Stier rightly observes that this answer of our Lord contains in it the kernel of the doctrine of the Sacraments in the Christian Church: see Romans 6:1-7; 1 Corinthians 12:13, and note on Luke 12:50.

Some explain their answer as if they understood the Lord to speak of drinking out of the royal cup, and washing in the royal ewer: but the words δύνασθε πιεῖν, and δυνάμεθα, indicating a difficulty, preclude this.


Verse 23

23.] The one of these brethren was the first of the Apostles to drink the cup of suffering, and be baptized with the baptism of blood, Acts 12:1-2; the other had the longest experience among them of a life of trouble and persecution.

The last clause of the verse may be understood as in the E. V., ‘is not mine to give, but it shall be given to them for whom it is prepared of my Father;’ so Meyer, a(153).; or, taking ἀλλά as = εἰ μή (see reff.), ‘is not mine to give, except to those for whom,’ &c.
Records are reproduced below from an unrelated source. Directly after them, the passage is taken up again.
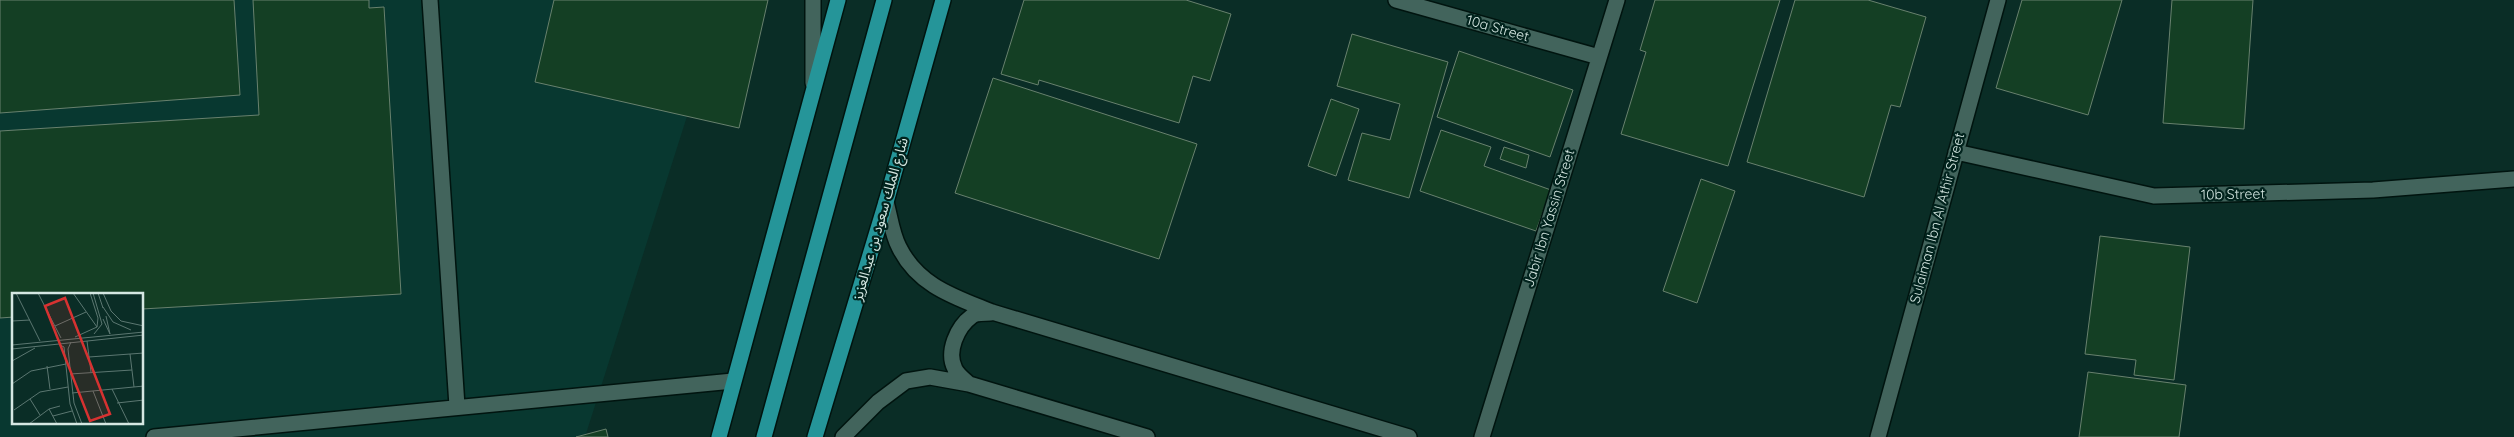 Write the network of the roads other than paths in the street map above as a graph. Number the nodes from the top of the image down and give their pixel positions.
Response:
1 (430, 0) edge
2 (812, 0) edge
3 (838, 0) edge
4 (884, 0) edge
5 (943, 0) edge
6 (1396, 0) edge
7 (1617, 0) edge
8 (1998, 0) edge
9 (1599, 57) junction
10 (813, 96) junction
11 (1956, 152) junction
12 (2514, 179) edge
13 (886, 202) junction
14 (992, 312) junction
15 (733, 381) junction
16 (969, 384) junction
17 (457, 406) junction
18 (154, 437) edge
19 (719, 437) edge
20 (764, 437) edge
21 (815, 437) edge
22 (843, 437) edge
23 (1147, 437) edge
24 (1409, 437) edge
25 (1482, 437) edge
26 (1878, 437) edge

1 - 17 street
2 - 10 street
3 - 10 main road
4 - 20 main road
5 - 13 main road, شارع الملك سعود بن عبدالعزيز
6 - 9 street, 10a Street
7 - 9 street, Jabir Ibn Yassin Street
8 - 11 street, Sulaiman Ibn Al Athir Street
9 - 25 street, Jabir Ibn Yassin Street
10 - 15 main road
11 - 12 street, 10b Street
11 - 26 street, Sulaiman Ibn Al Athir Street
13 - 14 street
13 - 21 main road, شارع الملك سعود بن عبدالعزيز
14 - 16 street
14 - 24 street
15 - 17 street
15 - 19 main road
16 - 22 street
16 - 23 street
17 - 18 street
So Chrys. &c., Grot. a(154). If however we understand after ἀλλά ‘it shall be given by Me,’ we may say with Bengel, ‘res eodem recidit, sive oppositione, sive exceptione.’


Verse 25

25.] The two clauses, … κατακυρ. αὐτῶν and … κατεξ. αὐτῶν, are parallel, and αὐτῶν in both cases refers to τῶν ἐθνῶν. Grotius and others would take the second αὐτῶν to refer to οἱ ἄρχοντες, but wrongly.

Observe the κατα in composition in both verbs, signifying subjugation and oppression.


Verses 26-28

26–28.] μέγας.… πρῶτος, i.e. in the next life, let him be διάκ. and δοῦλος here. Thus also the ἦλθεν,, Matthew 20:28, applies to the coming of the Son of man in the flesh only.

λύτρον ἀντὶ πολ. is a plain declaration of the sacrificial and vicarious nature of the death of our Lord. The principal usages of λύτρον are the following:—(1) a payment as equivalent for a life destroyed, Exodus 21:30; (2) the price of redemption of a slave, Leviticus 25:51 a(155).; (3) ‘propitiation for,’ as in Proverbs 13:8, where Aquila, Symmachus, and Theodotion have ἐξίλασμα.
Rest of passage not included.